Eaanir closed his eyes for a moment, then opened them again and sighed.
“You do know this is a mistake, right?” he asked quietly.
“Don’t try and stop me,” Rey said. He pushed hard at the door, but it was so heavy he had to lean his whole weigh on it. The old rusty hinges squeaked as it swung open and they stared into the darkness. Rey could discern a narrow, steep stair in the darkness.
“Go first,” he said.
Eaanir looked at him.
“I don’t want to, he said. He was paler than usual, and Rey could see the fear in his bright eyes.
“Are you afraid?” he whispered. Then he pushed the mage down the stair.
Eaanir managed to grab the rusty rail before he fell, and began to carefully walk down. Rey followed after him.
Eaanir glanced over his shoulder, and Rey expected to for the first time see hate in his eyes. He wished he would. How could he possibly not hate someone who treated him like this, someone who was so evil? But all Rey saw was sadness, which made him feel a sudden hate against the mage, a hate he’d never felt before. It blazed up like a hot fire, but was gone just as fast.
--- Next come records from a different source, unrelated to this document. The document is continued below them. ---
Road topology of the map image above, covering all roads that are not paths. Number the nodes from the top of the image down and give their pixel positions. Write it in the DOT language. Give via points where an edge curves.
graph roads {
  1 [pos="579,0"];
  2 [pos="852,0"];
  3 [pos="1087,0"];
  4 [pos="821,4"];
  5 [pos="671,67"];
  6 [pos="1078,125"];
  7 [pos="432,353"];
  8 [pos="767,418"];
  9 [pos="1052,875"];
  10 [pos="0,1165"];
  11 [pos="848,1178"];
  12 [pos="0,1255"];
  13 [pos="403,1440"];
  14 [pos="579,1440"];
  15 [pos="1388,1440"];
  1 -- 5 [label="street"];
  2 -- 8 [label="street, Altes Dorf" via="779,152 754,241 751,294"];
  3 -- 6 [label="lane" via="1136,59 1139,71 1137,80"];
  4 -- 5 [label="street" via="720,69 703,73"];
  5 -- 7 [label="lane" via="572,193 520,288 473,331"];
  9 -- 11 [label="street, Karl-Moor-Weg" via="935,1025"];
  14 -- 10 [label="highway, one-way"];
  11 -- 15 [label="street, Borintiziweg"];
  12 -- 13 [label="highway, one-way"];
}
He couldn’t. It didn’t matter how much he wanted to, but it was not possible for him to hate the mage.
“Hurry, I said.”
Eaanir walked faster, and after a little while the steps ended, and they found themselves standing in a round room completely made out of uneven, cold stone. The only thing that brightened up the stone room was a single torch on the wall.
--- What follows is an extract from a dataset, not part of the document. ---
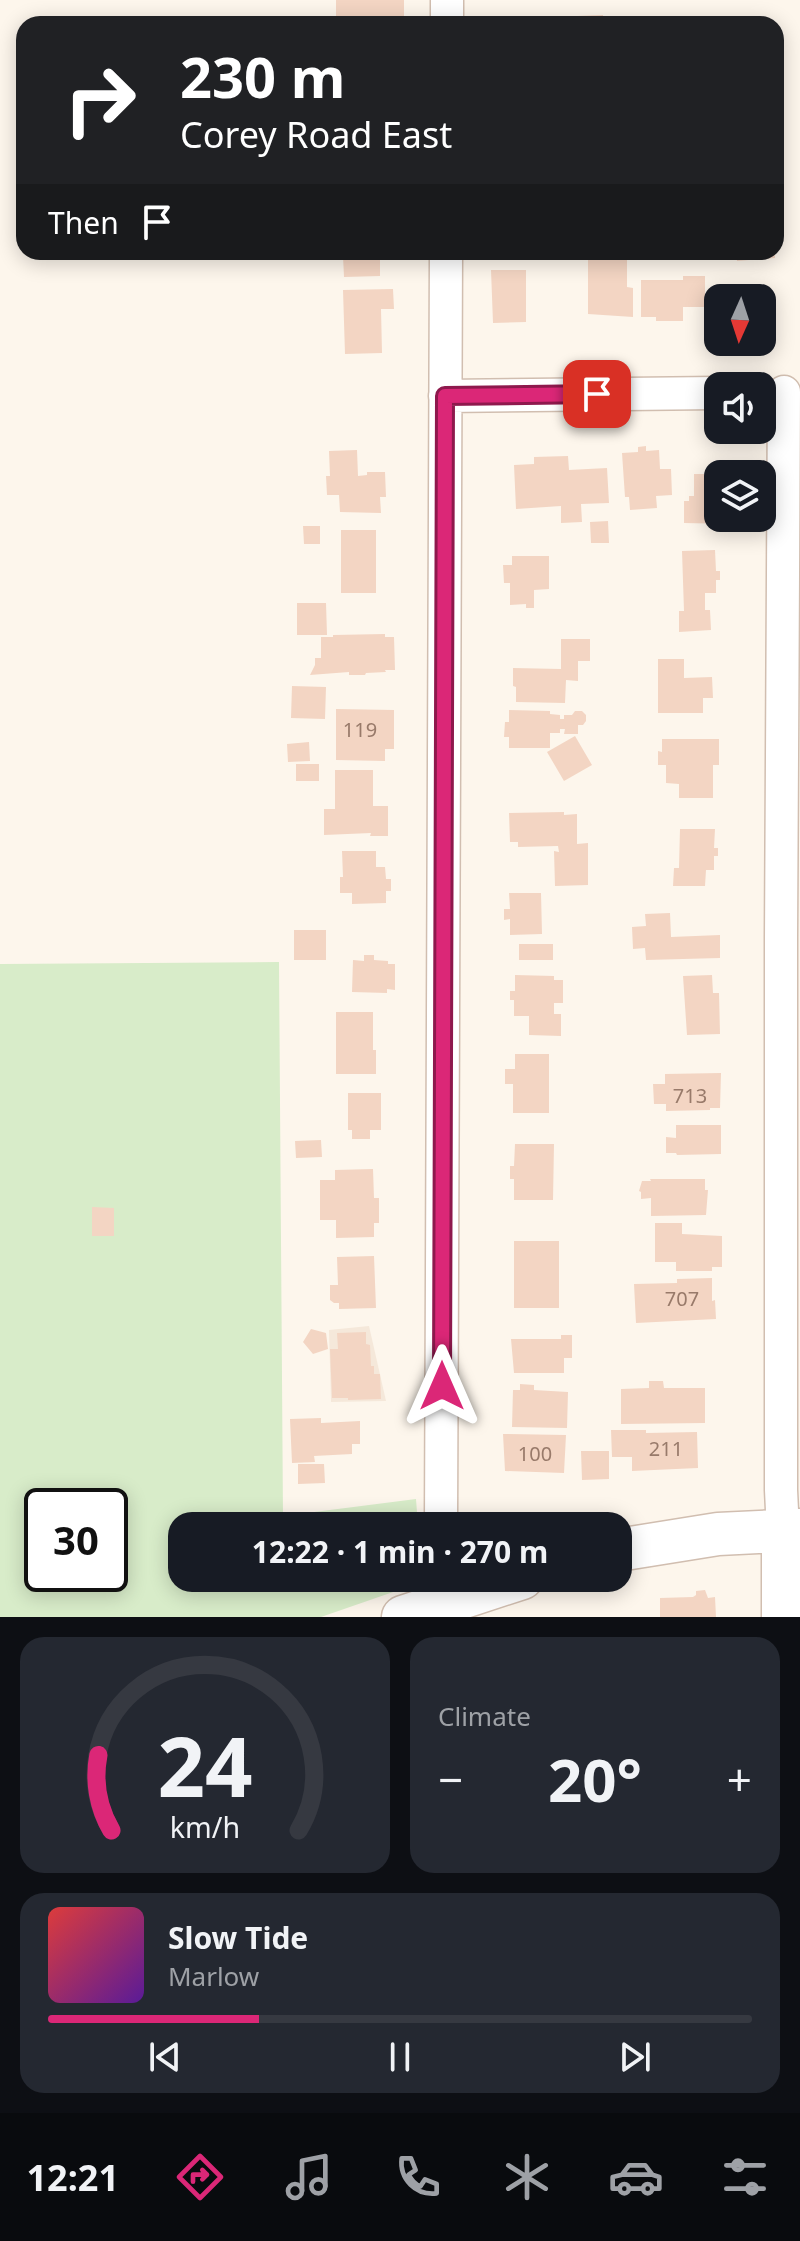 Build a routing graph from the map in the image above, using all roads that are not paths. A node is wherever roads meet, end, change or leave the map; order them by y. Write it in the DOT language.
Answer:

At the end of the room were three thick wooden doors, each with a big lock looking exactly the same as the first lock, so Rey assumed it was the same key, too.
“Which door?” he asked. Eaanir didn’t answer. “Come on, you have to know which door it is. The king must have told you, his faithful friend and advisor.”
“The one in the middle.”
Rey laughed, a short, sharp laugh, echoing in the room. The air got cooler as he got closer the door, and when he touched the wood it was ice cold.
“Hmm…” he said and frowned. “It must be the Shadow, the Dark Spirit’s powers. Am I right?”
Once again Eaanir did not say a word; he just stood as far away from the door as possible. “I assume that is a yes.” Rey said with a smile.
He stuck the key into the lock and slowly, very slowly, turned it around. He could feel the heart beat hard in his chest for the fist time as he prepared himself. So I have a heart, after all, he thought, but it must be as cold this old stone. He pushed the door open, and felt an ice cold breeze blow hard against his face. He could hear Eaanir gasp behind him. A noise of heavy chains scratching against stone reached them, but that was all.
“Do you feel it, Rey,” Eaanir whispered his voice shivering. “This is what your father made… this is…”
Rey looked over his shoulder at Eaanir. The mage sat on the floor leaned against the stone wall, with his face hidden in his shivering hands, and his chin leaned against his knees. He was sobbing.
“Are you seriously crying?” Rey asked, doubting. Eaanir just kept sobbing. “Unbelievable.”
Rey turned around and stepped into the darkness, unable to feel any dark powers at all, only the ice cold air. But he did not get far before something heavy threw itself at him and he fell to the floor.